## PROBLEM TO SOLVE
Which lines in the records below contain the word "Foote"? Copy each of them.

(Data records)

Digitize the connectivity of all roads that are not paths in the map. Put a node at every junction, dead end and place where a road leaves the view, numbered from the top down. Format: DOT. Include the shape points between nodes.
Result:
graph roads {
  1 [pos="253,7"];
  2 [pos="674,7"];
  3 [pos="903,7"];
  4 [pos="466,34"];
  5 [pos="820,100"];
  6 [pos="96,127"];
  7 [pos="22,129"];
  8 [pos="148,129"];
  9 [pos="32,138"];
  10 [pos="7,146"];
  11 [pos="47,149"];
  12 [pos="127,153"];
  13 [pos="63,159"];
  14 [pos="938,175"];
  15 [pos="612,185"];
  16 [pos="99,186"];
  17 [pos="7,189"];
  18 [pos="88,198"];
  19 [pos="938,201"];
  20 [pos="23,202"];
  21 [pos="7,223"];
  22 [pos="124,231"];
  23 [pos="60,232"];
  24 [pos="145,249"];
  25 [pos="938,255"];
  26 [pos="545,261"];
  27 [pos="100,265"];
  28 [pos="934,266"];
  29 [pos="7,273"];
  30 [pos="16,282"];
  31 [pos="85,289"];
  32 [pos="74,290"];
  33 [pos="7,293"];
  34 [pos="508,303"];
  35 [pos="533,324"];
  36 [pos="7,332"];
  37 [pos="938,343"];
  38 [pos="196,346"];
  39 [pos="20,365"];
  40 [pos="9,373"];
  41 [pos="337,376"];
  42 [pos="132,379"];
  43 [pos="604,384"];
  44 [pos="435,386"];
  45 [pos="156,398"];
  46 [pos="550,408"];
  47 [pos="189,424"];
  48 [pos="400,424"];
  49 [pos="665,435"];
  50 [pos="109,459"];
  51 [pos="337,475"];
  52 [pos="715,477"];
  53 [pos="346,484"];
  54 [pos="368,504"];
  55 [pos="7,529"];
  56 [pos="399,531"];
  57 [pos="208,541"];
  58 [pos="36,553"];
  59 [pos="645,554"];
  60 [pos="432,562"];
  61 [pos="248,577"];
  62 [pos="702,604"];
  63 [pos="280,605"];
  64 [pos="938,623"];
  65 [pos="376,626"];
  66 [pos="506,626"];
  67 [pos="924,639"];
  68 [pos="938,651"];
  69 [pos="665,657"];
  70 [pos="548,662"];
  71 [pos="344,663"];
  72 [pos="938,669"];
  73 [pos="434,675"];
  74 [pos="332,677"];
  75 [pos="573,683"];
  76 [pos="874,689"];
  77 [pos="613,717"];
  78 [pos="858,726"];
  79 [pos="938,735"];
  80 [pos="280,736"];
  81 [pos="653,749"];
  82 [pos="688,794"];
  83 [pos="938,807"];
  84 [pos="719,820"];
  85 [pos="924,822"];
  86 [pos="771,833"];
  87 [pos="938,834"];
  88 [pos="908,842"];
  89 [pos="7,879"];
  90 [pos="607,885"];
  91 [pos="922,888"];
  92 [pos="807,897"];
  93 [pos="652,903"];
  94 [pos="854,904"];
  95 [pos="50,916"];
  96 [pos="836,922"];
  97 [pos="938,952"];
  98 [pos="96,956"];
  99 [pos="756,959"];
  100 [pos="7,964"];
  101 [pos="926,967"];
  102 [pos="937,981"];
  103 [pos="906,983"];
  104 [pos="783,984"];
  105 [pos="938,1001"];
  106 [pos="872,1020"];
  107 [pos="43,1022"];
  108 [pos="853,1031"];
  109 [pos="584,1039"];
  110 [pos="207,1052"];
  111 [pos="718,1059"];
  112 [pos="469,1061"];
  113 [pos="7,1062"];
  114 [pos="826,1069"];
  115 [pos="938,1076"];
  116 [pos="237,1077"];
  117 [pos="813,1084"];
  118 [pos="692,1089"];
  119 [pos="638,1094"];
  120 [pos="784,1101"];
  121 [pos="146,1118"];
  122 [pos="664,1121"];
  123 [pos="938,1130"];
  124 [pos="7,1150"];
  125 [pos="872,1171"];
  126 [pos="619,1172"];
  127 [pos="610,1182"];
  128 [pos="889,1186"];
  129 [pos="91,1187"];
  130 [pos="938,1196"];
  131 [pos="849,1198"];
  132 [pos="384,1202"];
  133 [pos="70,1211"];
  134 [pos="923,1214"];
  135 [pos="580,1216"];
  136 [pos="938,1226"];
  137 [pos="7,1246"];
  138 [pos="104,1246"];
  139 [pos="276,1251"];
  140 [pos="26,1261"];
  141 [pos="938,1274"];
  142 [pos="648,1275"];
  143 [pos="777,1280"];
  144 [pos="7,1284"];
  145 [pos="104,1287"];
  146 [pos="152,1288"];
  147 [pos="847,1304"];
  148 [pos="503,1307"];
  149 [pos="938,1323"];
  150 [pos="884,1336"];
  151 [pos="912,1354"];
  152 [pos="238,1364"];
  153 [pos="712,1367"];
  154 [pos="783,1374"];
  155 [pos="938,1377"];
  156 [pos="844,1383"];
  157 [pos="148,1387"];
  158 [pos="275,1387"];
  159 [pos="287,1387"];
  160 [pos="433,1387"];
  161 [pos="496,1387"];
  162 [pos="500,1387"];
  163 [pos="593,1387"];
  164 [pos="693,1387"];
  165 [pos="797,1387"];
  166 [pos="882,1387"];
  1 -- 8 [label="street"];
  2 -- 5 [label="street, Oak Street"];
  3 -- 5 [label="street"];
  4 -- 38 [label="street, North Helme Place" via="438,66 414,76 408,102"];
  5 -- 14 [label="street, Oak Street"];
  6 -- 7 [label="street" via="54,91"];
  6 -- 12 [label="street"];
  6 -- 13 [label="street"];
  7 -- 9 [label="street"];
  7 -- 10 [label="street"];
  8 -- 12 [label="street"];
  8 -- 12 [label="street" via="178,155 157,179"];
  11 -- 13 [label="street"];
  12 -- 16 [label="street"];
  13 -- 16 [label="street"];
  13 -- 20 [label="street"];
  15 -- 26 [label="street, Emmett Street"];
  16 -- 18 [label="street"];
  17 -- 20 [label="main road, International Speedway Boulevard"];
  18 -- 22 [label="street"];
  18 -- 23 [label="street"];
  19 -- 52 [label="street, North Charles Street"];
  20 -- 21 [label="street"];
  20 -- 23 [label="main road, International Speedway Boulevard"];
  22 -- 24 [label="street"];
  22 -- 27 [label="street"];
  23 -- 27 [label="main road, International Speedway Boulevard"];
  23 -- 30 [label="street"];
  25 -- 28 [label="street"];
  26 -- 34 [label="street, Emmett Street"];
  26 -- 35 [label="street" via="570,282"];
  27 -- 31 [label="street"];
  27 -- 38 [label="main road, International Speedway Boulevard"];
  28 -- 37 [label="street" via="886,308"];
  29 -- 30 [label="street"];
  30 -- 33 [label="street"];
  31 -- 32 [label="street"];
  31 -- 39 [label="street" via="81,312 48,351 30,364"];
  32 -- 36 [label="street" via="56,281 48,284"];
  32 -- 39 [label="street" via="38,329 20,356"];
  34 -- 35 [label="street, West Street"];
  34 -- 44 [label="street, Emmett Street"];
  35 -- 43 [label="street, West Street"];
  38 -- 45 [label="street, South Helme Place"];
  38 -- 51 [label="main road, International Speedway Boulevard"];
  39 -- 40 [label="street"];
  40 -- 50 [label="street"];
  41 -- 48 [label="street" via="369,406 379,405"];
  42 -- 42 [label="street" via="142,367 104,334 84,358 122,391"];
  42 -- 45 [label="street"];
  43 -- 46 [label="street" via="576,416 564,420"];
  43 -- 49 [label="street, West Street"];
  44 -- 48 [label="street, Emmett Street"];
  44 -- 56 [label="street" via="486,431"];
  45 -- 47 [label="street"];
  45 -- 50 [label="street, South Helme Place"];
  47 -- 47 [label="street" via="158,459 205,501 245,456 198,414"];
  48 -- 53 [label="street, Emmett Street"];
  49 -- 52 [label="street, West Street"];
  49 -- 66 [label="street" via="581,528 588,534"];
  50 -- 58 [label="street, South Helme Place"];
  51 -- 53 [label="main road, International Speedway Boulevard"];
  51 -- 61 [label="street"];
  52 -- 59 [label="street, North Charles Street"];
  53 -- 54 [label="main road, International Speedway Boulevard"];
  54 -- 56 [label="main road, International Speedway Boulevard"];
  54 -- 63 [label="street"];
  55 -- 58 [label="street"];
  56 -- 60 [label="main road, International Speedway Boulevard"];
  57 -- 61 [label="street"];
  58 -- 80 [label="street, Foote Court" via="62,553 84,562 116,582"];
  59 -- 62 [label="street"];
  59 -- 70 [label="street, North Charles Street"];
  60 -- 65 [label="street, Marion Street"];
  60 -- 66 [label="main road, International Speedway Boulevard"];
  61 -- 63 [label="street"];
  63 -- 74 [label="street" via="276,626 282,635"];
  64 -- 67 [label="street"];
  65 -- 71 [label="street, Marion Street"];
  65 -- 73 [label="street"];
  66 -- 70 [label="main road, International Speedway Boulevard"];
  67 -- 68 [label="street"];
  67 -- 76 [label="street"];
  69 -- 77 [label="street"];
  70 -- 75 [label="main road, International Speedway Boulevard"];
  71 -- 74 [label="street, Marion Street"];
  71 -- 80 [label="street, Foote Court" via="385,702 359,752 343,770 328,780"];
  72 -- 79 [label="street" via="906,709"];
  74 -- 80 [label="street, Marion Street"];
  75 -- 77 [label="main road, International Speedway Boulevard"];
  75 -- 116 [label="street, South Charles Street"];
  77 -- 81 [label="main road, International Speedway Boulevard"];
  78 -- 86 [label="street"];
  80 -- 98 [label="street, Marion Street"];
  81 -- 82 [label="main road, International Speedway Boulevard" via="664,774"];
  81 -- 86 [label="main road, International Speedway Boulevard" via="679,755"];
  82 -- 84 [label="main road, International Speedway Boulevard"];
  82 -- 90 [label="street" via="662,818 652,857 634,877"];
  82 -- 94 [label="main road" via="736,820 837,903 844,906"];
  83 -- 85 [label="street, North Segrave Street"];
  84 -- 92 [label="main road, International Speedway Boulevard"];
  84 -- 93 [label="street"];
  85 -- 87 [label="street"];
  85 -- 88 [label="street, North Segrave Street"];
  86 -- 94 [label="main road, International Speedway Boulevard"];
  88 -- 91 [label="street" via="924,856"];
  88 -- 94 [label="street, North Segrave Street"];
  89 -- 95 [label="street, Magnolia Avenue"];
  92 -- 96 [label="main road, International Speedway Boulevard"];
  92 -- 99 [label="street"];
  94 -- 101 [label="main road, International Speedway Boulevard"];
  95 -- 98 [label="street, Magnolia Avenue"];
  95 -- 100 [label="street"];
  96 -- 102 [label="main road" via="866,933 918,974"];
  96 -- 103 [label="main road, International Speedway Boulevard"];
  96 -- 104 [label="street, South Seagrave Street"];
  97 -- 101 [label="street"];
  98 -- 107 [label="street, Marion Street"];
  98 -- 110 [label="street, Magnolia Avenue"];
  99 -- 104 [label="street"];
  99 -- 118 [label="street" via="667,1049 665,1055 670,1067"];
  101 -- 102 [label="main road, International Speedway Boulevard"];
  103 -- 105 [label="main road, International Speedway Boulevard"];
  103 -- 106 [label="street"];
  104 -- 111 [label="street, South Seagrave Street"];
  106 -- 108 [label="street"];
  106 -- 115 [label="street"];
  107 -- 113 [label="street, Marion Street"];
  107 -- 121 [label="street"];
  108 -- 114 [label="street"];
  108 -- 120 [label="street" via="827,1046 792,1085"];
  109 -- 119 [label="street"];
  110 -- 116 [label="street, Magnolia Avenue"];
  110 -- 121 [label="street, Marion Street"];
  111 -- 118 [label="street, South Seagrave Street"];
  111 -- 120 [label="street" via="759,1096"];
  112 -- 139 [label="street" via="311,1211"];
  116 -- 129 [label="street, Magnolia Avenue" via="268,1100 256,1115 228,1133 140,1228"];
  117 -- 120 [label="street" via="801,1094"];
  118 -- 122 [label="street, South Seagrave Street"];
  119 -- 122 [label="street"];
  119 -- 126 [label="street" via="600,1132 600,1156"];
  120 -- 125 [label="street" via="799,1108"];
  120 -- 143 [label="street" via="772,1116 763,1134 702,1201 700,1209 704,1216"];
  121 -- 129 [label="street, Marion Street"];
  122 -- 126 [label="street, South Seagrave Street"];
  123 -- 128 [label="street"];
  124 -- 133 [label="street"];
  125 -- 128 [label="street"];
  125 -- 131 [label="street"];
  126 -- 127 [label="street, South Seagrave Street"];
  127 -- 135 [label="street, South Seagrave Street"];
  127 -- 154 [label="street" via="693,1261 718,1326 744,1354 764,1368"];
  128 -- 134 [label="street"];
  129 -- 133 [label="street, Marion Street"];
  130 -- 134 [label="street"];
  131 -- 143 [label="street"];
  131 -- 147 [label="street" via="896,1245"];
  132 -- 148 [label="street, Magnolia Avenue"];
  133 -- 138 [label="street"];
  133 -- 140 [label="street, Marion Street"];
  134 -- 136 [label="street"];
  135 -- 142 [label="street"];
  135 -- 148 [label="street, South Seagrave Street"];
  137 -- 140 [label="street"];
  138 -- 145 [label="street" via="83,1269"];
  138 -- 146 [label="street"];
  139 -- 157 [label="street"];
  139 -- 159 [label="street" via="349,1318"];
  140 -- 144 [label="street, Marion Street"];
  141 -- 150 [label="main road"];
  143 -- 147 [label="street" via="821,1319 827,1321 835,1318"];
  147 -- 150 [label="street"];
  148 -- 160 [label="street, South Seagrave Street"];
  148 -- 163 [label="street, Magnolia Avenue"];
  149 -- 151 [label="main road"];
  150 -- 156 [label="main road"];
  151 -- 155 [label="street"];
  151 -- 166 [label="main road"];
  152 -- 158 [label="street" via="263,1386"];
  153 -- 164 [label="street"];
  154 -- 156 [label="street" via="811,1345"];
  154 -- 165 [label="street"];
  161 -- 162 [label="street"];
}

## TASK SOLUTION
  58 -- 80 [label="street, Foote Court" via="62,553 84,562 116,582"];
  71 -- 80 [label="street, Foote Court" via="385,702 359,752 343,770 328,780"];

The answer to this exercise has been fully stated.